While demand for mortgages surged from record low interest rates, Buckley joined First Guaranty in the spring of 2021 to work for his former boss and pursue the opportunity to become a senior credit policy analyst. She lived in the Dallas / Fort Worth area, but she was hired as a remote employee, and in fact only senior management worked at the company’s Plano headquarters, she said.
On that fateful Friday morning, Buckley received an email at around 10:15 am at 10:30 am that there was a Microsoft Teams call asking for “company updates.” The invitation contained a list of attendees for more than 400 employees. Meanwhile, a friend of the company was planning a meeting at 10:45 am with another group of about 100 employees.
“If you have two meetings and different attendees, it causes a warning signal,” Buckley said.
After the employee logs on to the first phone call, CEO Aaron Samples effectively informs them that they have been fired and receives an email from the Human Resources Department explaining the next steps in their personal email address.
“The phone took less than five minutes,” she said. “He never got on the camera with us.”
After a few minutes, her access to the company’s computer system was terminated.
Shortly before the call, Buckley said he was at another meeting to discuss the expansion of the company’s non-qualified mortgages.
Not the first time
A former employee says he had another layoff at the company earlier this year. North Carolina-based senior loan officer Jay Davis has been with the company since July 2021 and said he had been dismissed from the company in two mass dismissals this year instead of once.
Until April, Davis said he was on a team focused on refinancing loans and felt “swimming a little upstream.” He was trying to get more purchase loans into the pipeline and was reaching out to the realtors he worked with in the past.
“Getting refinancing has become more and more difficult [loans]”Davis said. “I didn’t feel like the company was in trouble, it was like having to find different sources of income from my own revenue.”
According to Davis, he and about 300 other employees lost their jobs in April.
“I think we were all shocked,” he said. “We were digging pretty hard to get a loan and find different ways to do things.”
He said the recruiter who first brought Davis to the company was on vacation when his April retirement took place. However, the hiring manager contacted him about a week later and got a new job with another team focused on purchase loans. He returned to work on June 7, but lost his job again in a mass dismissal later in the month.
The first guarantor, Tom Becker of FTI Consulting, refused to answer questions about previous layoffs and how the company notified employees.
Buckley said he knew of two layoffs, including the team’s underwriters, other than the June layoffs, but didn’t know the exact number.
Buckley and Davies, along with some others who say the lender did not give them the proper 60-day notice required under federal law, and that it is obliged to repay their payments and profits. I am suing the company.
“I want us to be required by law, and we want to ensure that these people are cared for and treated with dignity and respect,” Buckley said. I did.
The Worker Coordination and Retraining Notice Act, passed in 1988, requires companies with at least 100 employees to be notified 60 days in advance of factory closures and mass dismissals. Employers who do not do so are obliged to pay the dismissed employee less than 60 days of payment and allowance.
There are a few exceptions, said Angela Morrison, an associate professor at the University of Texas A & M.

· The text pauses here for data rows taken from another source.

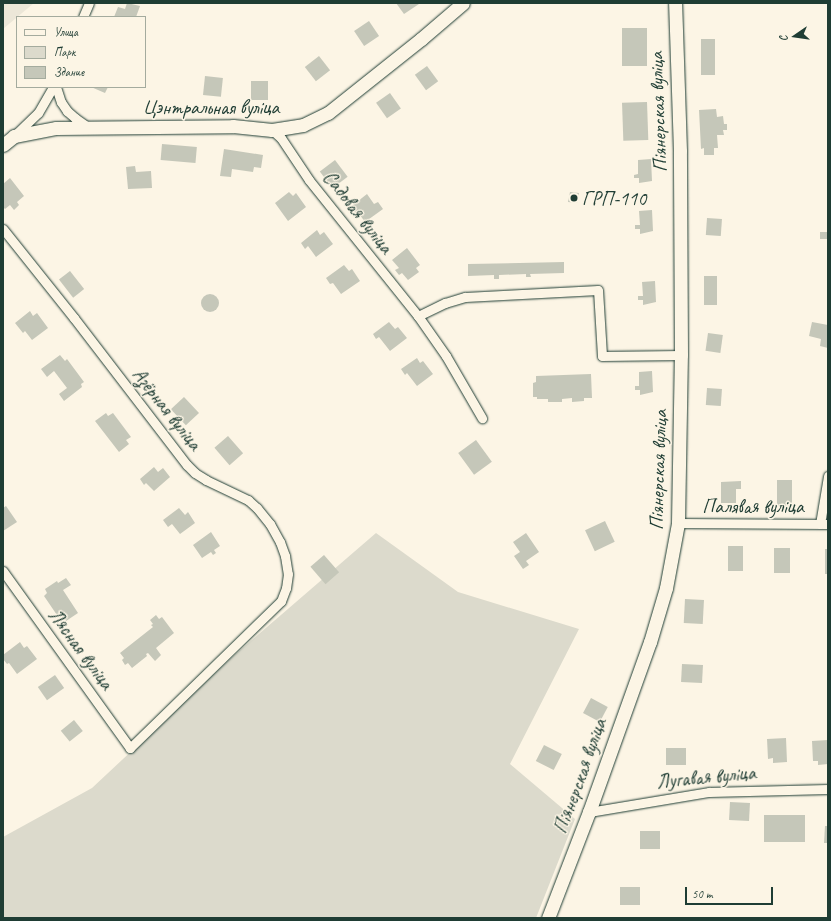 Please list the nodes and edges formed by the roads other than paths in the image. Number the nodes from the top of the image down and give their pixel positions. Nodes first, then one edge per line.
1 (89, 3) edge
2 (463, 3) edge
3 (675, 3) edge
4 (83, 16) edge
5 (52, 88) edge
6 (56, 88) edge
7 (88, 127) junction
8 (272, 130) junction
9 (14, 136) junction
10 (3, 145) edge
11 (3, 229) edge
12 (418, 316) junction
13 (681, 355) junction
14 (482, 418) dead end
15 (828, 476) edge
16 (678, 523) junction
17 (824, 524) edge
18 (3, 571) edge
19 (130, 748) joint
20 (828, 789) edge
21 (589, 812) junction
22 (548, 918) edge

1 - 4 street
2 - 8 street, Цэнтральная вуліца
3 - 13 street, Піянерская вуліца
5 - 9 street, Цэнтральная вуліца
6 - 7 street
7 - 8 street, Цэнтральная вуліца
7 - 9 street, Цэнтральная вуліца
8 - 12 street, Садовая вуліца
9 - 10 street, Цэнтральная вуліца
11 - 19 street, Азёрная вуліца
12 - 13 street
12 - 14 street, Садовая вуліца
13 - 16 street, Піянерская вуліца
15 - 17 street
16 - 17 street, Палявая вуліца
16 - 21 street, Піянерская вуліца
18 - 19 street, Лясная вуліца
20 - 21 street, Лугавая вуліца
21 - 22 street, Піянерская вуліца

If a stagnant company does not need to announce a layoff, doing so makes it difficult to pursue a sale or raise new funding. The company does not need to notify if the layoff is due to an unexpected business environment. It is unclear if either exception applies to the initial warranty.
The company’s problem was “due to unexpected and historically unfavorable market conditions in the mortgage industry, including unexpected market volatility,” CEO Aaron Sample wrote in a bankruptcy filing. The document also mentions that the company was unable to obtain new funding to address the liquidity crisis.

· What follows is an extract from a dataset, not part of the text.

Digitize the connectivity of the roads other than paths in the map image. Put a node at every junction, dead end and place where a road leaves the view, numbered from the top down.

According to Morrison, the exemption is unlikely to apply to industry-wide turmoil or company decisions. “It should be almost completely unexpected and out of the control of the employer,” she said.

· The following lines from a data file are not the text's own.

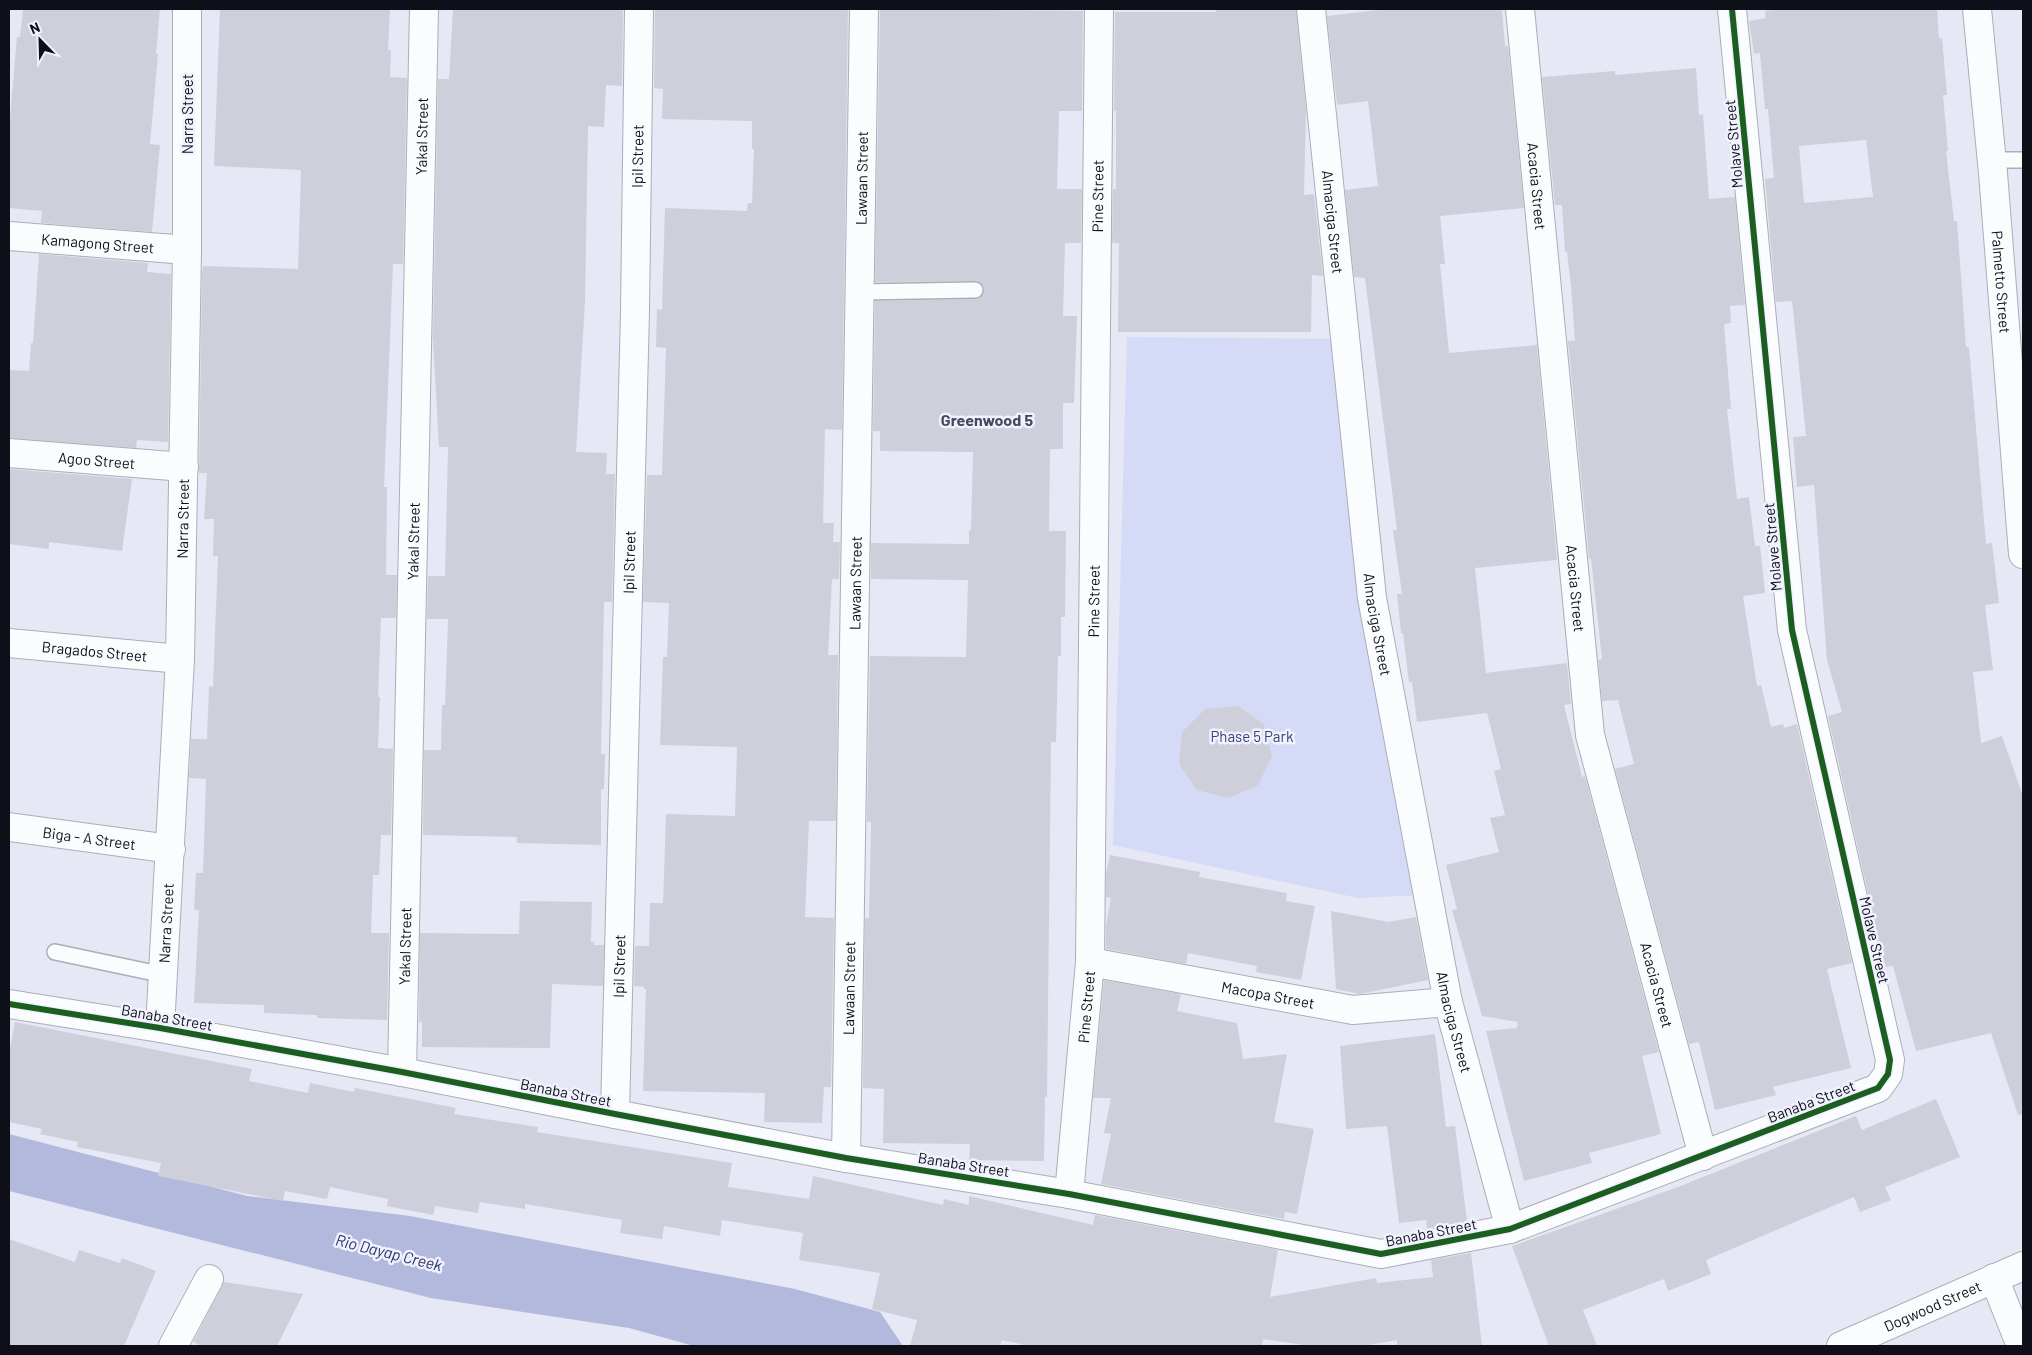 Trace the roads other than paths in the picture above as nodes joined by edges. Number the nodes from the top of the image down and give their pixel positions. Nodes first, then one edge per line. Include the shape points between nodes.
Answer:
1 (187, 9) edge
2 (424, 9) edge
3 (639, 9) edge
4 (864, 9) edge
5 (1099, 9) edge
6 (1310, 9) edge
7 (1520, 9) edge
8 (1732, 9) edge
9 (1977, 9) edge
10 (1992, 160) junction
11 (2023, 160) edge
12 (9, 236) edge
13 (187, 250) junction
14 (975, 290) dead end
15 (860, 292) junction
16 (9, 453) edge
17 (184, 467) junction
18 (2023, 554) edge
19 (9, 643) edge
20 (180, 659) junction
21 (9, 827) edge
22 (171, 849) junction
23 (55, 952) dead end
24 (1090, 962) junction
25 (164, 975) junction
26 (1448, 1002) junction
27 (9, 1004) edge
28 (160, 1028) junction
29 (402, 1072) junction
30 (1888, 1074) joint
31 (615, 1114) junction
32 (1703, 1156) junction
33 (846, 1158) junction
34 (1069, 1194) junction
35 (1510, 1229) junction
36 (2023, 1266) edge
37 (1994, 1278) junction
38 (209, 1280) dead end
39 (173, 1346) edge
40 (1841, 1346) edge
41 (2021, 1346) edge

1 - 13 street, Narra Street
2 - 29 street, Yakal Street
3 - 31 street, Ipil Street via 635,311
4 - 15 street, Lawaan Street
5 - 24 street, Pine Street
6 - 26 street, Almaciga Street via 1372,598
7 - 32 street, Acacia Street via 1590,735
8 - 30 street, Molave Street via 1792,630 1890,1060
9 - 10 street, Palmetto Street
10 - 11 lane
10 - 18 street, Palmetto Street
12 - 13 street, Kamagong Street
13 - 17 street, Narra Street
14 - 15 lane
15 - 33 street, Lawaan Street
16 - 17 street, Agoo Street
17 - 20 street, Narra Street
19 - 20 street, Bragados Street
20 - 22 street, Narra Street
21 - 22 street, Biga - A Street
22 - 25 street, Narra Street
23 - 25 lane
24 - 26 street, Macopa Street via 1353,1010
24 - 34 street, Pine Street
25 - 28 street, Narra Street
26 - 35 street, Almaciga Street
27 - 28 street, Banaba Street
28 - 29 street, Banaba Street
29 - 31 street, Banaba Street
30 - 32 street, Banaba Street via 1878,1088
31 - 33 street, Banaba Street
32 - 35 street, Banaba Street
33 - 34 street, Banaba Street
34 - 35 street, Banaba Street via 1381,1254
36 - 37 street, Dogwood Street
37 - 40 street, Dogwood Street
37 - 41 street
38 - 39 street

Jack Raisner, who represents a former employee in the WARNAct proceedings, said the proceedings would enable First Guaranty’s response to the former employee’s proceedings that the company has not yet filed.
“These will be very fact-specific issues,” Raysner said.
The company said in a July 20 bankruptcy court filing that the proceedings had no merit and were ready to prove to former employees that there was no warning damages.
Regardless of the outcome of the incident, given the situation in the mortgage industry, a difficult search may come first for people like Buckley and Davis.
“I’m very worried about that,” Buckley said. “That is, there are 400 people looking for the same kind of work I’m looking for.”